→ What you should do: What is needed is an exact copy of the entries below, with every picture left out.

Items from a data source
════════════════════

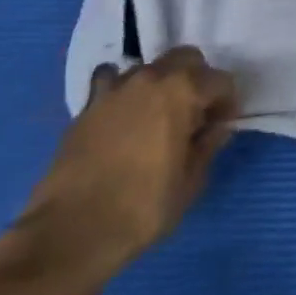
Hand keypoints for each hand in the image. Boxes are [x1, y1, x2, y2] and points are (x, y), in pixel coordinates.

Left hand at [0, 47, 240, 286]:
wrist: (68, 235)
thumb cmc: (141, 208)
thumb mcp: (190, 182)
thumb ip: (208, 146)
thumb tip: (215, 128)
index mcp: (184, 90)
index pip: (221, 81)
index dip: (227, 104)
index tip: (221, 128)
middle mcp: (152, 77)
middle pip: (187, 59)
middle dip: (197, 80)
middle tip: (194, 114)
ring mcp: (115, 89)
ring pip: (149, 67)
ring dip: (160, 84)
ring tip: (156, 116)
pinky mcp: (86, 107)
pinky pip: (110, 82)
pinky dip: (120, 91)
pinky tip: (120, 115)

════════════════════

→ Answer for the task:
Hand keypoints for each hand in the image. Boxes are [x1, y1, x2, y2] and points are (x, y), in pixel coordinates.

Left hand at [0, 47, 240, 286]:
wrist: (68, 235)
thumb cmc: (141, 208)
thumb mcp: (190, 182)
thumb ip: (208, 146)
thumb tip: (215, 128)
index mcp: (184, 90)
index pip: (221, 81)
index dip: (227, 104)
index tip: (221, 128)
middle mcp: (152, 77)
middle pip: (187, 59)
middle dip: (197, 80)
middle tip: (194, 114)
ring mcp: (115, 89)
ring pip: (149, 67)
ring dip: (160, 84)
ring tip: (156, 116)
pinky mcp: (86, 107)
pinky pip: (110, 82)
pinky dip: (120, 91)
pinky tip: (120, 115)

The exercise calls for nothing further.